Thursday, December 30, 2010

What If You're Wrong? Who ever admits this?

Recurring dreams that I've killed someone.

At first I don't know what's happening.  I'm just running.  And the police are after me.  Sometimes the sirens blare, and lights pop behind me.  There are hurried forced steps.  And then I'm moving, breathing heavily.  It has happened in the woods, in an urban setting, some residential outpost.  One time I had the "Poeian"(?) realization that I had indeed killed someone, but because I'd lost my memory for the entire dream, I didn't know it until the cops arrested me and found the body . . . walled up in my basement behind the flat fieldstone kind of wall common on houses more than 60 years old or so.
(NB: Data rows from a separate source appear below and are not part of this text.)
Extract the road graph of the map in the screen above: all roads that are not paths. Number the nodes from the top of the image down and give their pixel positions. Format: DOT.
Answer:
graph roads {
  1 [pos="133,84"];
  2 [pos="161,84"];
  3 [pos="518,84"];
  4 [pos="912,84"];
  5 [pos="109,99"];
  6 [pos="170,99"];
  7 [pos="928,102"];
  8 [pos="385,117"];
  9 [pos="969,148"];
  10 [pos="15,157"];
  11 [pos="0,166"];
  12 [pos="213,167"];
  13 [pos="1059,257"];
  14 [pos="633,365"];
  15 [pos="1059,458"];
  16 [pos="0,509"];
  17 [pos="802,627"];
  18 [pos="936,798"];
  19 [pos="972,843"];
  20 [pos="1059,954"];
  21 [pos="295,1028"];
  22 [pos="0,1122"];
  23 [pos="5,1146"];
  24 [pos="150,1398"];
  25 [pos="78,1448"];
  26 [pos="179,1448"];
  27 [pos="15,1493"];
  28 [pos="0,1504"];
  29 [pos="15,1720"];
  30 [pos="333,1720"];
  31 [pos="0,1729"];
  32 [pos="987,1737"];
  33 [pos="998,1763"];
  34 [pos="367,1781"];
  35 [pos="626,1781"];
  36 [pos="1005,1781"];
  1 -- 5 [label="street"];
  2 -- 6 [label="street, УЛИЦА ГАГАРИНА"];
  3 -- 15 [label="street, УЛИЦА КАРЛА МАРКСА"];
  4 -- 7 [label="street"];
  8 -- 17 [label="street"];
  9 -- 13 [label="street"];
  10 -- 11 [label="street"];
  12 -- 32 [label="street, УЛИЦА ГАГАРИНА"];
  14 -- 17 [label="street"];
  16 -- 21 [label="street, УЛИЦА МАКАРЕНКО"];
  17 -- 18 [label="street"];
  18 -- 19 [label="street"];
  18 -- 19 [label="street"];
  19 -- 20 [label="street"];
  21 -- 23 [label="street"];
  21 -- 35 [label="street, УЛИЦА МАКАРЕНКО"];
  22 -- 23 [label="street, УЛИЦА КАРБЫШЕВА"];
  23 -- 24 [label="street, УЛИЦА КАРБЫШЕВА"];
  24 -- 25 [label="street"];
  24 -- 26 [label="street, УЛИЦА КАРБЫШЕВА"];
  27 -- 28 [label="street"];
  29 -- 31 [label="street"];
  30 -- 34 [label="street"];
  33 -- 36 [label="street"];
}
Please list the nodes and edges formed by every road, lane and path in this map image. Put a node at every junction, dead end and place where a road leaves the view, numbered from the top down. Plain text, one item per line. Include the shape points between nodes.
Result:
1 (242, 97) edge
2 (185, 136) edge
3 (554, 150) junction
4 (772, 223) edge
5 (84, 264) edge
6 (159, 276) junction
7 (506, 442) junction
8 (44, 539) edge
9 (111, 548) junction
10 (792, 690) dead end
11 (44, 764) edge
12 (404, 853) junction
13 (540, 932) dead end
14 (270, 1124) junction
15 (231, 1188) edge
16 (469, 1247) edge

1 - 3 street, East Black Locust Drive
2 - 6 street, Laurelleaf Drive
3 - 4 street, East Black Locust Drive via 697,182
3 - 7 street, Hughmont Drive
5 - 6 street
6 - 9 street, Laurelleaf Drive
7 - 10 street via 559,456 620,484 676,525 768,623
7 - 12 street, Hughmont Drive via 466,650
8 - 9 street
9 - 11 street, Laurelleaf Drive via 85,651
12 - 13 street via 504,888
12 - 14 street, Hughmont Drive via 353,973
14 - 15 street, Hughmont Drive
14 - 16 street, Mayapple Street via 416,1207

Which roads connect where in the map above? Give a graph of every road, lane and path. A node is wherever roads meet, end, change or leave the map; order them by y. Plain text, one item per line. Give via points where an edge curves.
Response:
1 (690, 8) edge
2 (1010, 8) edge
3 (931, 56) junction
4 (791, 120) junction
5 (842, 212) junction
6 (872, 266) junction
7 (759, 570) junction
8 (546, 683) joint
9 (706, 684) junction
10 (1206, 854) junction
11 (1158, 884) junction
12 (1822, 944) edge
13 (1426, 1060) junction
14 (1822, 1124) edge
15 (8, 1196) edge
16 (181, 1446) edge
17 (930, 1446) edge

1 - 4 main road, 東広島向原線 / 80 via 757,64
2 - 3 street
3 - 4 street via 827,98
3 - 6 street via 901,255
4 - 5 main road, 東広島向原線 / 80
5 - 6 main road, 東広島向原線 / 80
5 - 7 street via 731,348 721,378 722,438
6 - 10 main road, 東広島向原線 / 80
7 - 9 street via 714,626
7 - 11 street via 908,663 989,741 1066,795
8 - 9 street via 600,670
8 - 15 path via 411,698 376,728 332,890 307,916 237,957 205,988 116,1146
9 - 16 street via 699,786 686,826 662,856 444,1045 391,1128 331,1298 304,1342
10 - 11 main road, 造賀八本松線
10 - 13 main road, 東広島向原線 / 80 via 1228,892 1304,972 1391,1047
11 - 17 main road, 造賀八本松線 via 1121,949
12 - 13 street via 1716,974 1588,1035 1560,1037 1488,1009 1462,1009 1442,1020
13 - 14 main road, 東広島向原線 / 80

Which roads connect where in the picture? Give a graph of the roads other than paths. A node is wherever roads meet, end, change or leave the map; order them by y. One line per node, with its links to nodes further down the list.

It is an ominous dream.  One that always ended in exasperated breath and me "waking up" to the claim that I was a murderer, i.e. something I couldn't undo, couldn't take back.  And then I actually wake up, and the relief washes over me.  I vow to take life with more sincerity.  This is classicly short-term, though.  The trick to mastering alcohol is controlling short term desire, which is why it makes sense to have rules about behaviors, especially when you can justify indulging in the moment, even when, and this is the trick, the rule seems mindless.  The issue isn't with the rule's mindlessness, after all, it instead lies in the fact that you/I want to break the rule.

Living the most balanced life also leads to great insight, if you are calm enough to look around and not get sucked into your own complacency too much.